Last week, we got a call from one of our sons with tragic news: his friend Joey had overdosed. He was 27. Sadly, this wasn’t the first, or even second, call from our children with such news.



As I sat next to our son at the funeral, I was again struck by the thought: this isn’t someone else's problem. This disease affects everyone.


Joey's grandparents, who raised him, said "he tried so hard to overcome his demons".

He spent over 13 years battling his addiction. Had Joey lived, he had a 50/50 chance of recovering, but odds are it would have taken him another 4 years, or 17 years total, to do so. It’s no wonder we’re losing so many to addictions.


One in five people struggle with an addiction. And there are 30% more overdose deaths since the pandemic.


If we were trying to manage anything else on the planet that affected the health of one in five people, we’d routinely screen for it, and not with tools that only support episodic care. Poor assessments lead to ineffective treatments and outcomes. And in Joey’s case, deadly ones.


It’s as if the rules for managing every other condition somehow don’t apply to addictions. We believe it’s a measurement problem, driven by stigma and an outdated paradigm.


These are the three things we believe are needed to solve the addiction epidemic: Identify more, treat better, recover longer.


Compris is a holistic, quantifiable, online addiction risk assessment.
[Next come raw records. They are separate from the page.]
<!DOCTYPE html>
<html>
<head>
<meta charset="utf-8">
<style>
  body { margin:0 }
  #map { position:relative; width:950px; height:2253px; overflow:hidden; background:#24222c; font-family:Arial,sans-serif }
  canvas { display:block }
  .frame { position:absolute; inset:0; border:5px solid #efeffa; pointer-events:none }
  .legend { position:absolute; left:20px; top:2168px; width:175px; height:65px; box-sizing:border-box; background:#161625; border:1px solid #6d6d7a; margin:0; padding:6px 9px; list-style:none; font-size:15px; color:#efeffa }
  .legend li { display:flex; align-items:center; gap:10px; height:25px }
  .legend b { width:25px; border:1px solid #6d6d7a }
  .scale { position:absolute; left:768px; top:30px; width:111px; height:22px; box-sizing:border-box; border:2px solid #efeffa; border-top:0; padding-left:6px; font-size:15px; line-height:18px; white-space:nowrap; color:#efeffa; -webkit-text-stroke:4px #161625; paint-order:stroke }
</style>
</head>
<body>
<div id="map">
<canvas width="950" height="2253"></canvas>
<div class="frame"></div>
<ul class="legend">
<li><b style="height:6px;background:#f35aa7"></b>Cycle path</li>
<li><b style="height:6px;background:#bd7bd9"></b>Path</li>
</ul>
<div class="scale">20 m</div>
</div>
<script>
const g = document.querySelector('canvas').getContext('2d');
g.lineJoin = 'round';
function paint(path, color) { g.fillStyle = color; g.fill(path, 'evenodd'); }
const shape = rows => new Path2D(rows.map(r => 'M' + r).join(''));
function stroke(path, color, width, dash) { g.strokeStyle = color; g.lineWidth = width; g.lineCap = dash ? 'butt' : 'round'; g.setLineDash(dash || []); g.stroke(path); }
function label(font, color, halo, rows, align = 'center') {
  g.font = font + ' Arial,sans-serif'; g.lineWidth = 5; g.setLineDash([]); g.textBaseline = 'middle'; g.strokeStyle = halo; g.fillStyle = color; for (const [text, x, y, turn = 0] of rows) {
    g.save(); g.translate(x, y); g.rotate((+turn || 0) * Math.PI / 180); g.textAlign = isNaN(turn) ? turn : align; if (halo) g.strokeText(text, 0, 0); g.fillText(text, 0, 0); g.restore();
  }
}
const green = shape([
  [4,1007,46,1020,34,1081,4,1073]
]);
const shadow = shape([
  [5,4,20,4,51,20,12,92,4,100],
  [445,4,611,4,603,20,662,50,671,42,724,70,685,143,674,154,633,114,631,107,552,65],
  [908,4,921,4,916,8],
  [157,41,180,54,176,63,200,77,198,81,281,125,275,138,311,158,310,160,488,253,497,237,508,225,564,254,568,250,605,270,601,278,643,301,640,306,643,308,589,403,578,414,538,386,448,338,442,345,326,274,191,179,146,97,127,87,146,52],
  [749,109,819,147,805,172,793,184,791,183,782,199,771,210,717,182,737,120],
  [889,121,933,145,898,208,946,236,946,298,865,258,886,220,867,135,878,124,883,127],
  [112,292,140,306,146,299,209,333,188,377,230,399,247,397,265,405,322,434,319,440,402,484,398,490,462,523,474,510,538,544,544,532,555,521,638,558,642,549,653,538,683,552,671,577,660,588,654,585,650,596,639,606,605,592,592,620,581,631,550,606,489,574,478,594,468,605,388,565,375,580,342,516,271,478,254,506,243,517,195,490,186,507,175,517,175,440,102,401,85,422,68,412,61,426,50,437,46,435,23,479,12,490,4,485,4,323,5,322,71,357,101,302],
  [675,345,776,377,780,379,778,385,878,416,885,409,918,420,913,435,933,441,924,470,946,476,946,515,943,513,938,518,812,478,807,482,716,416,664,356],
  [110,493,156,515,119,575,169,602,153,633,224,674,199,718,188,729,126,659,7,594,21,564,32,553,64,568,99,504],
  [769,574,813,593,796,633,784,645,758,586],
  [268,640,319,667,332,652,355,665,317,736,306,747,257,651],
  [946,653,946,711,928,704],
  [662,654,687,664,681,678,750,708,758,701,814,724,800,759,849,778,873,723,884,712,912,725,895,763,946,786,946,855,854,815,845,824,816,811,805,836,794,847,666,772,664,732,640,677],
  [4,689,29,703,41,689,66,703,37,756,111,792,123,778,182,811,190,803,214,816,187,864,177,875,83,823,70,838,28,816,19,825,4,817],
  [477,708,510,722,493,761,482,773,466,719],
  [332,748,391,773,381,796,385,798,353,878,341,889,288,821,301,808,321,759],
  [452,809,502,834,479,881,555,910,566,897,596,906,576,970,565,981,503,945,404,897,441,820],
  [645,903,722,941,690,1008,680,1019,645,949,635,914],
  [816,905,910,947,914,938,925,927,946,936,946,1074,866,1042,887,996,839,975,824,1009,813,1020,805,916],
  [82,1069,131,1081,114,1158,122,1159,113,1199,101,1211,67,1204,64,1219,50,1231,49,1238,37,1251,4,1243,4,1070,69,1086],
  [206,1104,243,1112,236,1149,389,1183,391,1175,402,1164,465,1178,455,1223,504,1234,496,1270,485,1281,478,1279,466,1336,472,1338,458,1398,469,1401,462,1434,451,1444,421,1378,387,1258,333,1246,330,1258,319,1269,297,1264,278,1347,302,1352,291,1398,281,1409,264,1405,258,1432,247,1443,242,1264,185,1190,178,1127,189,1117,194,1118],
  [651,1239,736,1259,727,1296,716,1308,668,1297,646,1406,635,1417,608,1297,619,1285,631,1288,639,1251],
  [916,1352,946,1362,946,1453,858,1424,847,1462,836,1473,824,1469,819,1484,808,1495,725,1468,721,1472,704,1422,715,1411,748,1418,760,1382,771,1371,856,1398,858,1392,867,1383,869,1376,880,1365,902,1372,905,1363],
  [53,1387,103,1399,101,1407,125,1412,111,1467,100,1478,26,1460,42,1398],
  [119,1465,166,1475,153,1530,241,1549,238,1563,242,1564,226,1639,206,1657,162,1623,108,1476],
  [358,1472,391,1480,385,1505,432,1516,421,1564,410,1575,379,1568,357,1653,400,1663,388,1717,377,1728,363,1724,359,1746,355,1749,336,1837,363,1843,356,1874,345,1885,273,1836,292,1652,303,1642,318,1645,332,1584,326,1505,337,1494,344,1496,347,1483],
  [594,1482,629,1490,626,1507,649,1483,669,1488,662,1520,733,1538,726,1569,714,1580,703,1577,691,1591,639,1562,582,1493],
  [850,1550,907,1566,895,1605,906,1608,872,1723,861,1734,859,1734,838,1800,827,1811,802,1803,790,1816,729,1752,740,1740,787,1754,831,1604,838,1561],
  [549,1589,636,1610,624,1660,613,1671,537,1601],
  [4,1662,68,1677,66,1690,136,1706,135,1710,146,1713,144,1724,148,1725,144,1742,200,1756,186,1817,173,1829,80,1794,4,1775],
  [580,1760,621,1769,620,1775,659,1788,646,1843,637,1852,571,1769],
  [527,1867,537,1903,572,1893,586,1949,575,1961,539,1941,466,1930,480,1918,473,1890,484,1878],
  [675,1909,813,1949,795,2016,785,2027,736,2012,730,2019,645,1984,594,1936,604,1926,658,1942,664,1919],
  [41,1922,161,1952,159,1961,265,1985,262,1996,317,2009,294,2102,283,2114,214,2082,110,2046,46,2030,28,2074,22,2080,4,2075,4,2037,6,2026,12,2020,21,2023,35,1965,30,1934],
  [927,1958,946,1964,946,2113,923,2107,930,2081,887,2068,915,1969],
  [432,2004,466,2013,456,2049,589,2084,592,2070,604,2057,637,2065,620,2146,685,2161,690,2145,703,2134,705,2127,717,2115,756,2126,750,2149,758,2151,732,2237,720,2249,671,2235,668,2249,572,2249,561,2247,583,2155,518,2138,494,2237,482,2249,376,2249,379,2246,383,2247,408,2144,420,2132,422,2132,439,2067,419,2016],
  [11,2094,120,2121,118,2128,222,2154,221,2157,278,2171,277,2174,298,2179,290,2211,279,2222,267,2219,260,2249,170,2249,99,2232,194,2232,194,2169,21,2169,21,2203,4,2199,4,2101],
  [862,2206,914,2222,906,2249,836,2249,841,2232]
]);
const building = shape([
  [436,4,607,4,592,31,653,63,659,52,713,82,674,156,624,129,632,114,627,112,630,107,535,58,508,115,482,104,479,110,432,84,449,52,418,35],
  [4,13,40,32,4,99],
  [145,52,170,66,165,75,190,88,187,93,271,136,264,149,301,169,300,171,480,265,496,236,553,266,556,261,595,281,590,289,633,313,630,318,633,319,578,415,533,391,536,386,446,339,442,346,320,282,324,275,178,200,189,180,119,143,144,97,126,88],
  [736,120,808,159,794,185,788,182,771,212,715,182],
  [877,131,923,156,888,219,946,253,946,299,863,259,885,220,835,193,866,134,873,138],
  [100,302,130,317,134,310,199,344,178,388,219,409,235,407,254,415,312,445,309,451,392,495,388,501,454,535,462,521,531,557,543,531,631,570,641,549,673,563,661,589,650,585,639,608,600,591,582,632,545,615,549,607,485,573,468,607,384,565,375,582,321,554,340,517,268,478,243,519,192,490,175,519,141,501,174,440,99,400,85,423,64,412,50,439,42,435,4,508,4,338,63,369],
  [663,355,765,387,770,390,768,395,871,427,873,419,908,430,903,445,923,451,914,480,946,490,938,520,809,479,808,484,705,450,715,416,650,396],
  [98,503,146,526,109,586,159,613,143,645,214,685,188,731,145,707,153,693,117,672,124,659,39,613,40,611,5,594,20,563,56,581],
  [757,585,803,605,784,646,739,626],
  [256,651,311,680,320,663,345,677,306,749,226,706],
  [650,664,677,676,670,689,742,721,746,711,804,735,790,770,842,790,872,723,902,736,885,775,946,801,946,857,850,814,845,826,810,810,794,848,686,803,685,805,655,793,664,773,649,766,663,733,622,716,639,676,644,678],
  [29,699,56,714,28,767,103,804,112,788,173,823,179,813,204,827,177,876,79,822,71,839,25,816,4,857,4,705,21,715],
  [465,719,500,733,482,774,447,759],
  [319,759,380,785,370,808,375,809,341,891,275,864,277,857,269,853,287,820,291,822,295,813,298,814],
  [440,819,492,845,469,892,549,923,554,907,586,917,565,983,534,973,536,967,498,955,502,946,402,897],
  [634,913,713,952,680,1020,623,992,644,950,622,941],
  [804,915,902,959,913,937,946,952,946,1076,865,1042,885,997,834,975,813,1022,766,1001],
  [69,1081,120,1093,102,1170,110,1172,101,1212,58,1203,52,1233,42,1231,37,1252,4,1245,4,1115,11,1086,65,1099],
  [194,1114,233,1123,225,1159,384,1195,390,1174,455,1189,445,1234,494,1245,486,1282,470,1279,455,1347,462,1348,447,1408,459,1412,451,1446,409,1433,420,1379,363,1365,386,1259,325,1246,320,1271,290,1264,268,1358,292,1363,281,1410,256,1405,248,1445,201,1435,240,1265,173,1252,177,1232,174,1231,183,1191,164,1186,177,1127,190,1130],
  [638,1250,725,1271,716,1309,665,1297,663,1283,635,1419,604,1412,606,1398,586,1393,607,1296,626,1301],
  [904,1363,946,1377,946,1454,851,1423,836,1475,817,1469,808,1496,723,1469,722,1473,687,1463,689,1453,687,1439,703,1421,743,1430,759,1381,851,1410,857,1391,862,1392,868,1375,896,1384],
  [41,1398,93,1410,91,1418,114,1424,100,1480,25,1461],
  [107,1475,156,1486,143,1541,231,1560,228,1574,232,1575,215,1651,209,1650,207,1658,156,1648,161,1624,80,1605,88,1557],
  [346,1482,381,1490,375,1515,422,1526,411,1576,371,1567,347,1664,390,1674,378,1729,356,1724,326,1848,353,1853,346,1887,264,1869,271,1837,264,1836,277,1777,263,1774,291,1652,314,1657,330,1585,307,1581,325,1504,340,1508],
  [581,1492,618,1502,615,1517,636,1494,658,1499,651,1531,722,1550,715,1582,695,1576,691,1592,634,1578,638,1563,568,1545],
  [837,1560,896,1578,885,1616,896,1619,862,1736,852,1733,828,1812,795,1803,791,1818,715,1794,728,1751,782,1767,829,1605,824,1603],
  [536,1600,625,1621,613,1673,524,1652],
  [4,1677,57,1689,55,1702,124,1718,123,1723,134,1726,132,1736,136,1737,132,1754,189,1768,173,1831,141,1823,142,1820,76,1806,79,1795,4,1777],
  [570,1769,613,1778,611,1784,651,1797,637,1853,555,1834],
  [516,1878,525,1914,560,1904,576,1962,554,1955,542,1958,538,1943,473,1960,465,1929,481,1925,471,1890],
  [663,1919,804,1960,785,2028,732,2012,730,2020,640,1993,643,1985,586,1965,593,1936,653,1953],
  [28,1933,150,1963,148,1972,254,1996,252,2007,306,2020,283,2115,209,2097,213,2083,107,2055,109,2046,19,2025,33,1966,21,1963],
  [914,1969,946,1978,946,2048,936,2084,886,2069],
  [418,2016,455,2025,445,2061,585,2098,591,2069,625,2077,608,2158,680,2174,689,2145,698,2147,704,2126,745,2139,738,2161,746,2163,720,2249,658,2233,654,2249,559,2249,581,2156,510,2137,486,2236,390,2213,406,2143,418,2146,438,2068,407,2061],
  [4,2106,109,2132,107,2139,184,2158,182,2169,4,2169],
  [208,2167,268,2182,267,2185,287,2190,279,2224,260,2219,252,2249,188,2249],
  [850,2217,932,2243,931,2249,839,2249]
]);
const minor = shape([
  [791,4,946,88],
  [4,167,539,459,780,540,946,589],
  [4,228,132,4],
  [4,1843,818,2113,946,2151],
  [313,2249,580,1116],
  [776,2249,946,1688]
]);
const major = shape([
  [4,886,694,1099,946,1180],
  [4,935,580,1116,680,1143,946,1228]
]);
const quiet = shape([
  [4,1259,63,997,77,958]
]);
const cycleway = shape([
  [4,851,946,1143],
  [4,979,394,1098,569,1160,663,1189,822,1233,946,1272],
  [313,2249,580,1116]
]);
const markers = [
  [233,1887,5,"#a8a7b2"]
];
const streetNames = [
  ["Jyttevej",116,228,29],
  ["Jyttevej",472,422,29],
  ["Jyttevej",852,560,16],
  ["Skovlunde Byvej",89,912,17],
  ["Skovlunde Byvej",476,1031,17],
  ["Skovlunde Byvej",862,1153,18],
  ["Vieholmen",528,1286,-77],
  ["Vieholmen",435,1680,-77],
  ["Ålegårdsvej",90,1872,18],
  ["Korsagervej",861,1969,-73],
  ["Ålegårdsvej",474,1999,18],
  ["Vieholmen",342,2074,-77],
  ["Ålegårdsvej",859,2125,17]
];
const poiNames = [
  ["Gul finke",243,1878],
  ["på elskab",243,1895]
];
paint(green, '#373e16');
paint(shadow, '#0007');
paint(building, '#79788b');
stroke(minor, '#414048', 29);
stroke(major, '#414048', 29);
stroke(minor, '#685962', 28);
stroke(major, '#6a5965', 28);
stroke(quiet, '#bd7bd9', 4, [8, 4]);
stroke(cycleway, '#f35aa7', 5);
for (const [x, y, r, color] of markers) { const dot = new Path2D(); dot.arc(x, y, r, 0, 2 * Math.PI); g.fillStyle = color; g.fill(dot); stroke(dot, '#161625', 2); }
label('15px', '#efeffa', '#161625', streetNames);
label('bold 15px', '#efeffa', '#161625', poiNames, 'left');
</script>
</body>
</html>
It integrates several validated screens into a disruptive digital tool that offers clinicians quick turnaround reporting, optimal level of care placement, targeted prevention and treatment, and measurable resilience progress. Compris identifies more people struggling with substance addiction, predicts risk, prevents onset, and promotes remissions with quality care tied to interval outcome measures.


Compris supports increased tele-health and alternative treatment access, and creates an unprecedented research and practice-informing database to accelerate our knowledge of how best to treat and manage this devastating chronic illness.


Providers, please sign up for a trial to help us end the addiction epidemic: dashboard.compriscare.com

Joey is another sad reminder of how little professional guidance and continuity of care there is when it comes to addiction management. It all just strengthens our resolve to do whatever it takes to improve the treatment and long term management of this deadly disease.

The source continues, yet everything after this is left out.